Possibly the most level-headed post here in months.
"Armageddon type folks are usually wrong."
Usually. When we see some doomster on a street with a sign saying "Repent! The end is near!" we're presented with an unprovable, but irrefutable statement.
Maybe it's true, maybe it's not. But we keep going.
You summarize major risks nicely; if monetary policy succeeds, there will still be drags on the economic rebound for the US: mostly, debt. In theory, these can be addressed over time, as the economy is adjusted for efficiency (energy independence, infrastructure improvement, rationalizing health care, reinvigoration of manufacturing, and so on).

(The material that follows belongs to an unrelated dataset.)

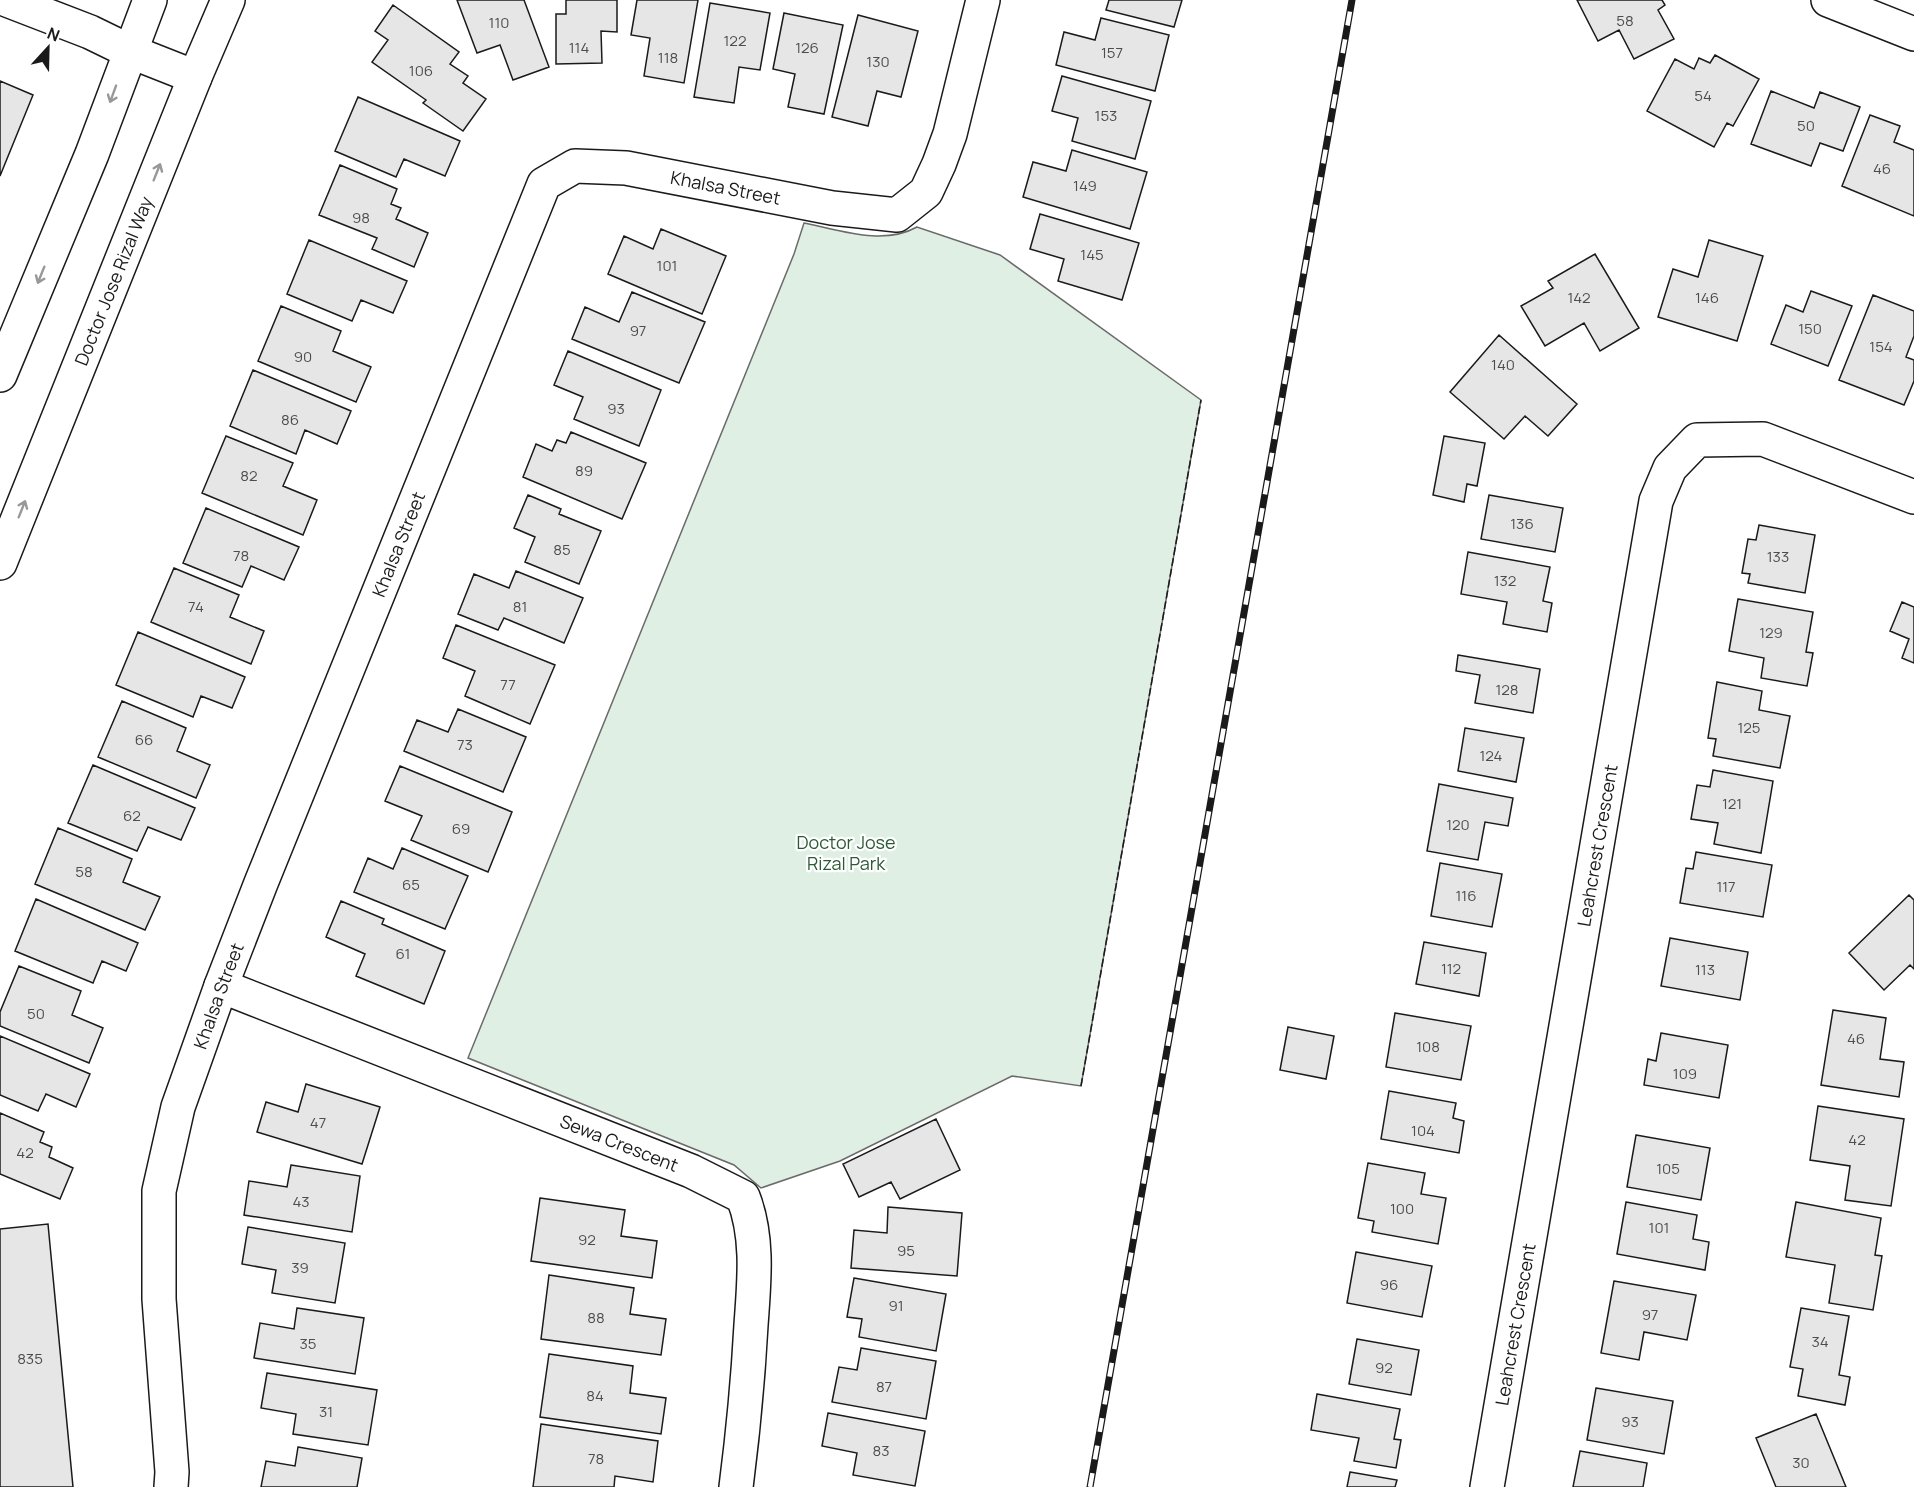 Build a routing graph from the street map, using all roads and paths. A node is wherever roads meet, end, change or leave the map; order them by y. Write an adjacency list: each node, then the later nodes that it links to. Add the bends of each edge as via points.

The new administration has leaned towards pragmatism, and respect for longstanding institutions at the same time as an impressive list of changes begins. These efforts may fail because of declining inflows (i.e., lack of confidence), failure of monetary policy, or some combination of both.
Last year, looking at Bernanke's aggressive moves (despite some initial confusion and mis-steps) I had the thought that if they succeed, they will become the "textbook" response to such crises. He may emerge as a goat, or a hero. As posted then, there's no doubt that scholars will be presenting papers on this 100 years from now. We're living through a historic event.
Commentators on debt, many of whom deserve enormous respect, have said "It's axiomatic that the cause of a problem can't be the solution to a problem ."
Not necessarily... you can fight fire with fire.
But confidence is vital. If the international community loses faith in US's ability to transcend its predicament, there will be frightening consequences for the US, and the global economy.
So now, monetary policy and confidence in the US is being tested. Only time will resolve the questions and risks.